I told him I knew my body better than he did and that I knew how much better I felt while taking the insulin. He still refused. I then told him he was not the only Dr in the world and I could find one that would listen to me. He then prescribed it relunctantly. I am still on the insulin, and not very good about eating right. But I have to say that in the last 15 years my weight has only fluctuated by 4 pounds either way and I feel good . I am a pretty active person for my age which is 65. I get out of breath when I walk a long way, but I weigh 212 pounds and stand 5'5".
Last year I had my heart and legs checked out completely with echos and even a heart cath done and I only have two 30% blockages in my heart.
Stellie Cline
When should insulin be used to control blood sugar?
My brother of 53 died Saturday September 27,2009.
He had struggled with diabetes for 6 years.
He was in apparent good health, he had just lost 40+ pounds
was eating better and just all around taking better care of
himself. His blood sugar level was 800. I am all new to the
problems you with diabetes face. I did not know just how bad the
problems my brother faced were.
My quest is now to better understand why he was only on medication using pills. His blood sugar level was never below 255. Would
insulin have been a more effective option?
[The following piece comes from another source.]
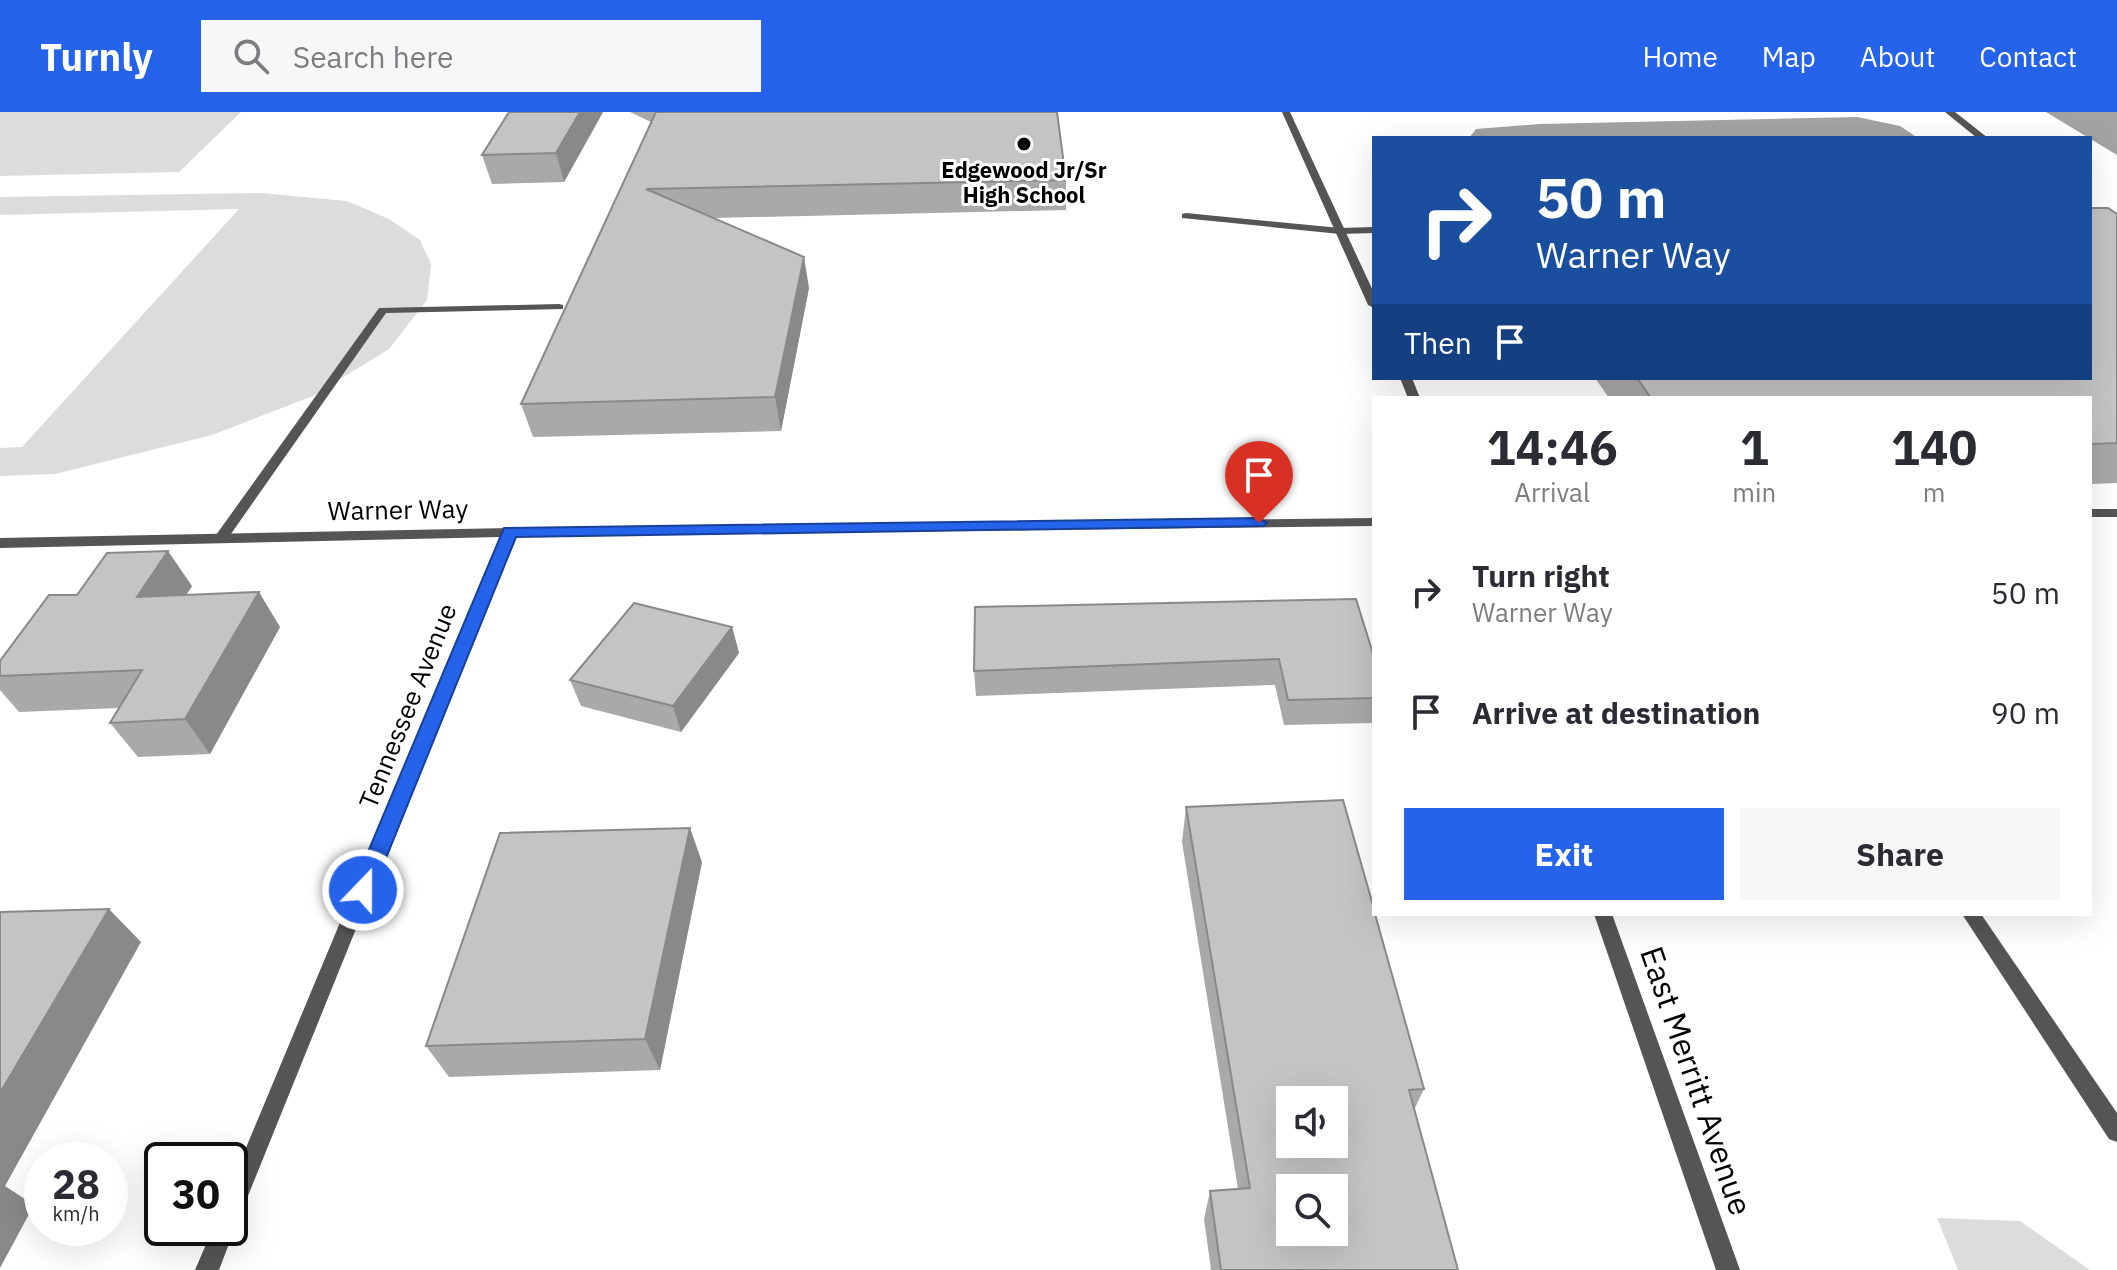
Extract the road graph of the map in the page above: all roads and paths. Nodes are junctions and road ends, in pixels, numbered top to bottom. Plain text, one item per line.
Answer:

I realize to anyone with diabetes my questions may seem really
stupid, but I am trying to understand why my brother with no previous history of heart problems dies of his first and only
heart-attack at age 53. Is a blood sugar level of 800 High?
What other things should someone like him have been watching for?
Any responses would be appreciated.
Recently diagnosed, Diana Cutaia, League City, Texas
I was diagnosed with diabetes in February of this year at the age of 49 after feeling very tired and thirsty for several days. I started losing weight for no reason. After about 5 days of feeling this way, I started vomiting with no end in sight. I called a friend who called 911 and after getting to the hospital and my blood taken in the ER, my blood glucose level was at 560. I had also lost 18 lbs in that week. I was in a state of diabetic ketoacidosis (DKA) (KEY-toe-ass-ih-DOH-sis,
an emergency condition in which extremely high blood glucose levels, along with a severe lack of insulin, result in the breakdown of body fat for energy and an accumulation of ketones in the blood and urine. Signs of DKA are nausea and vomiting, stomach pain, fruity breath odor and rapid breathing. Untreated DKA can lead to coma and death.
I was admitted to the ICU and spent 3 days there on an insulin drip and shots until my blood glucose level was under 200. Normal levels are between 80-120. But, for most diabetics it will run a little higher. I feel great between 130-170. I am on 4 insulin shots a day using the insulin pen. I have had no problems giving myself the shots as they are life and death for me and a part of my daily routine. Yes, a blood glucose level of 800 is deadly. I take my blood glucose level 4 times a day, once before each meal and shot and then again before bedtime. My energy level has increased and I am feeling much better. I had no idea I was a diabetic. But, it also runs on both sides of my family. I am about 30-40 lbs. over weight and I have started swimming on a regular basis. My blood glucose level is always great after swimming!! If your brother died of diabetics, please get yourself checked out soon. Insulin is a gift and can save a life....I feel very blessed to have gotten through my ordeal and have the insulin to sustain my life. I will be 50 on Sept 25th and I am looking forward to it!!!!